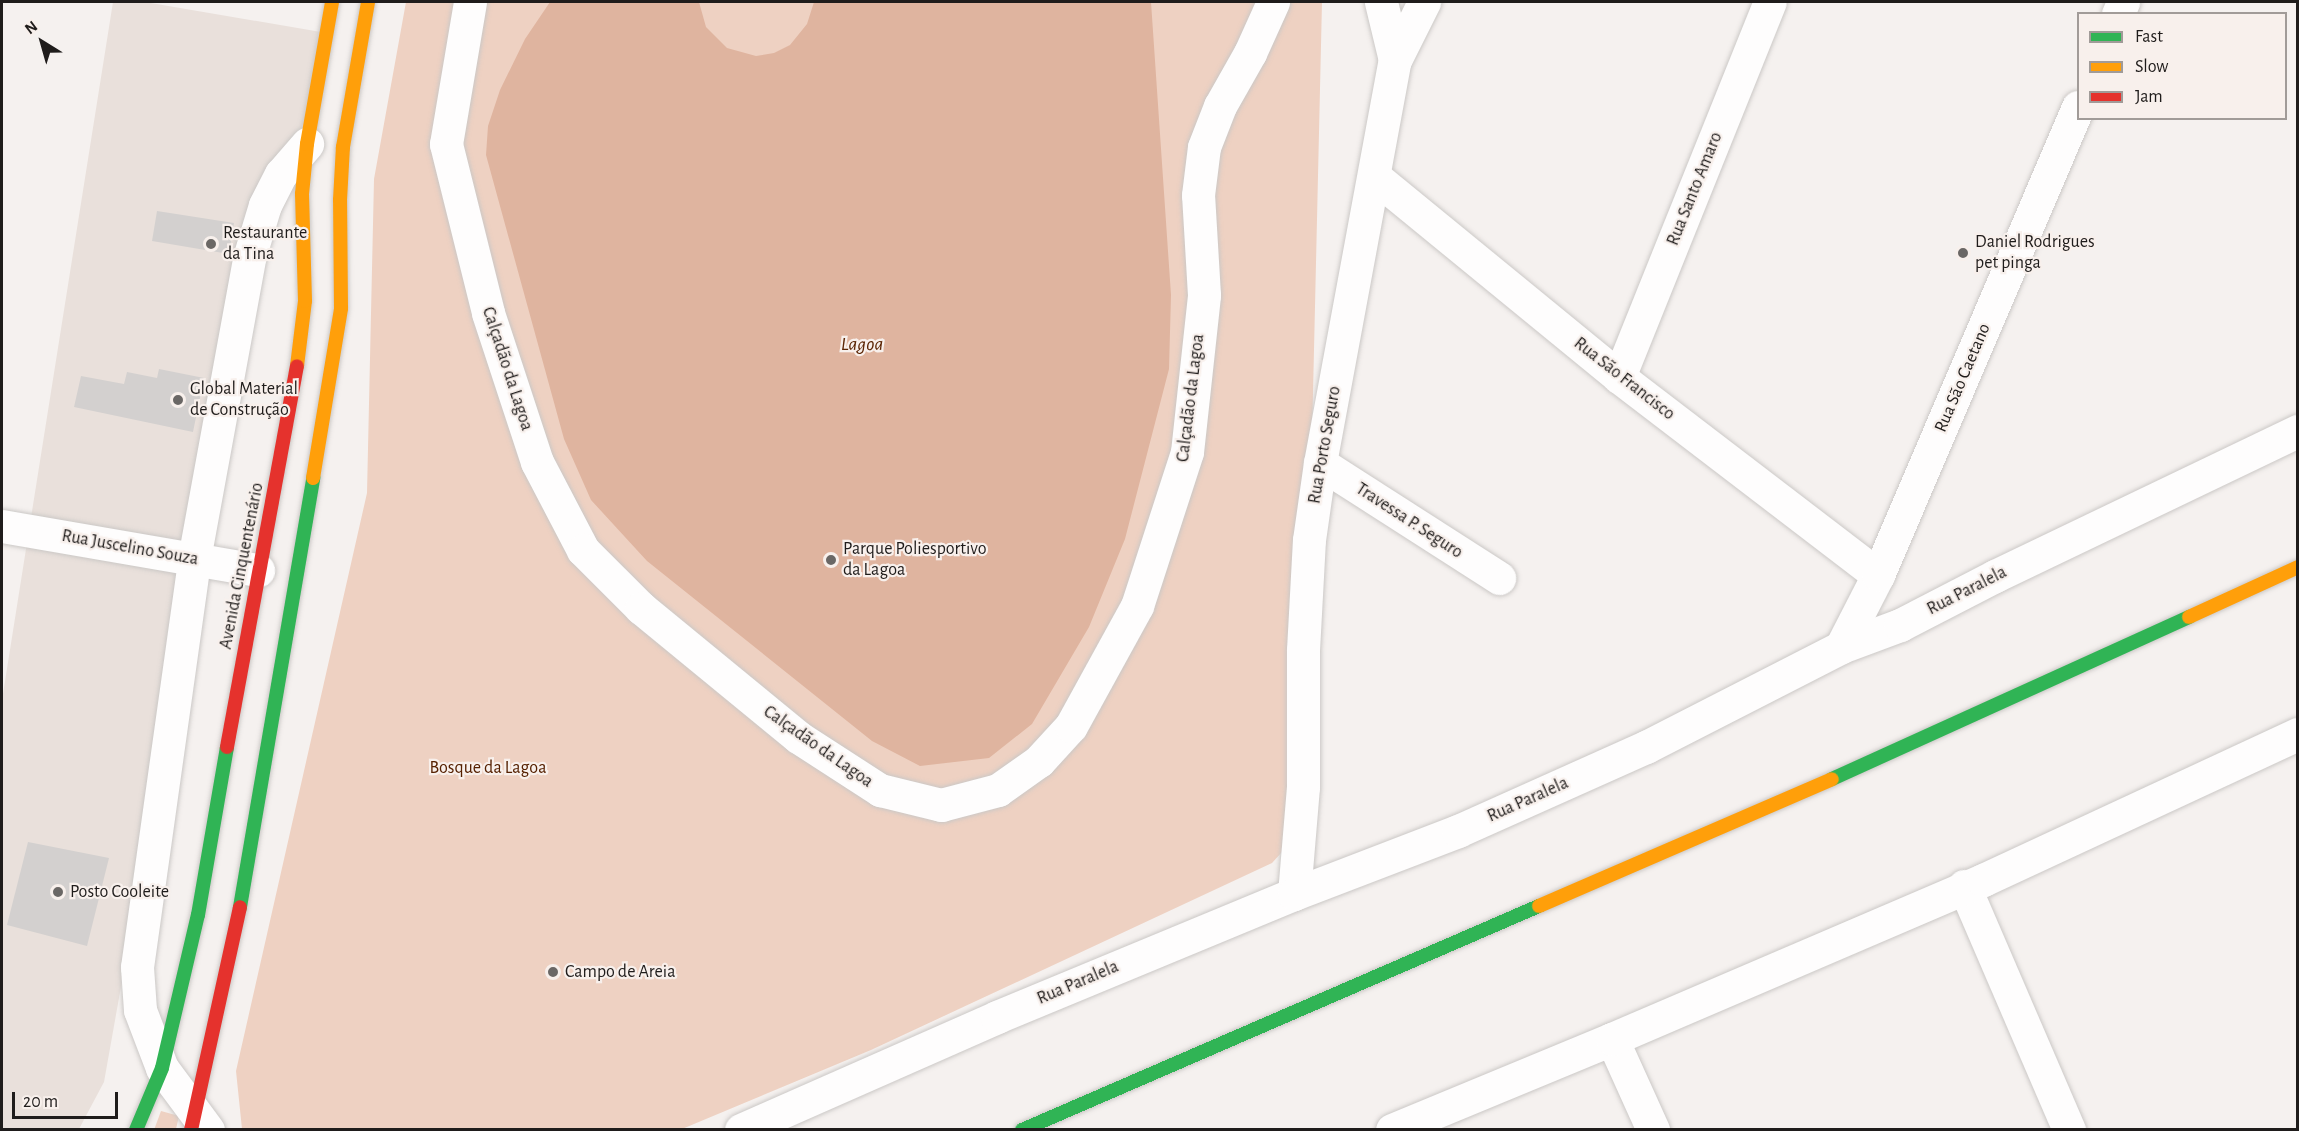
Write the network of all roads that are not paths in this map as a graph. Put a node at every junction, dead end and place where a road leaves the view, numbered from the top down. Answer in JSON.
{"nodes":[{"id":1,"x":332,"y":2,"type":"edge"},
{"id":2,"x":368,"y":2,"type":"edge"},
{"id":3,"x":470,"y":2,"type":"edge"},
{"id":4,"x":1273,"y":2,"type":"edge"},
{"id":5,"x":1381,"y":2,"type":"edge"},
{"id":6,"x":1424,"y":2,"type":"edge"},
{"id":7,"x":1770,"y":2,"type":"edge"},
{"id":8,"x":1395,"y":60,"type":"junction"},
{"id":9,"x":2077,"y":112,"type":"edge"},
{"id":10,"x":307,"y":144,"type":"junction"},
{"id":11,"x":1375,"y":177,"type":"junction"},
{"id":12,"x":1619,"y":377,"type":"junction"},
{"id":13,"x":2298,"y":431,"type":"edge"},
{"id":14,"x":1320,"y":464,"type":"junction"},
{"id":15,"x":2,"y":526,"type":"edge"},
{"id":16,"x":194,"y":559,"type":"junction"},
{"id":17,"x":2298,"y":567,"type":"edge"},
{"id":18,"x":258,"y":570,"type":"junction"},
{"id":19,"x":1878,"y":575,"type":"junction"},
{"id":20,"x":1499,"y":578,"type":"dead end"},
{"id":21,"x":1841,"y":647,"type":"junction"},
{"id":22,"x":2295,"y":741,"type":"edge"},
{"id":23,"x":1964,"y":886,"type":"junction"},
{"id":24,"x":1294,"y":894,"type":"junction"},
{"id":25,"x":1612,"y":1039,"type":"junction"},
{"id":26,"x":162,"y":1068,"type":"junction"},
{"id":27,"x":198,"y":1123,"type":"edge"},
{"id":28,"x":136,"y":1130,"type":"edge"},
{"id":29,"x":741,"y":1130,"type":"edge"},
{"id":30,"x":1022,"y":1130,"type":"edge"},
{"id":31,"x":1392,"y":1130,"type":"edge"},
{"id":32,"x":1653,"y":1130,"type":"edge"},
{"id":33,"x":2069,"y":1130,"type":"edge"}],
"edges":[{"from":1,"to":10,"type":"main road","name":"Avenida Cinquentenário"},
{"from":2,"to":27,"type":"main road"},
{"from":3,"to":4,"type":"street","name":"Calçadão da Lagoa"},
{"from":5,"to":8,"type":"street","name":"Rua Porto Seguro"},
{"from":6,"to":8,"type":"street"},
{"from":7,"to":12,"type":"street","name":"Rua Santo Amaro"},
{"from":8,"to":11,"type":"street","name":"Rua Porto Seguro"},
{"from":9,"to":19,"type":"street","name":"Rua São Caetano"},
{"from":10,"to":16,"type":"street"},
{"from":10,"to":18,"type":"main road","name":"Avenida Cinquentenário"},
{"from":11,"to":12,"type":"street","name":"Rua São Francisco"},
{"from":11,"to":14,"type":"street","name":"Rua Porto Seguro"},
{"from":12,"to":19,"type":"street","name":"Rua São Francisco"},
{"from":13,"to":21,"type":"street","name":"Rua Paralela"},
{"from":14,"to":20,"type":"street","name":"Travessa P. Seguro"},
{"from":14,"to":24,"type":"street","name":"Rua Porto Seguro"},
{"from":15,"to":16,"type":"street","name":"Rua Juscelino Souza"},
{"from":16,"to":18,"type":"street","name":"Rua Juscelino Souza"},
{"from":16,"to":26,"type":"street"},
{"from":17,"to":30,"type":"main road"},
{"from":18,"to":26,"type":"main road","name":"Avenida Cinquentenário"},
{"from":19,"to":21,"type":"street","name":"Rua São Caetano"},
{"from":21,"to":24,"type":"street","name":"Rua Paralela"},
{"from":22,"to":23,"type":"street"},
{"from":23,"to":25,"type":"street"},
{"from":23,"to":33,"type":"street"},
{"from":24,"to":29,"type":"street","name":"Rua Paralela"},
{"from":25,"to":31,"type":"street"},
{"from":25,"to":32,"type":"street"},
{"from":26,"to":27,"type":"street"},
{"from":26,"to":28,"type":"main road","name":"Avenida Cinquentenário"}]}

------------------------

What you will do: Answer only with the count of lines in the records that include the string "Avenida".

Your solution: 4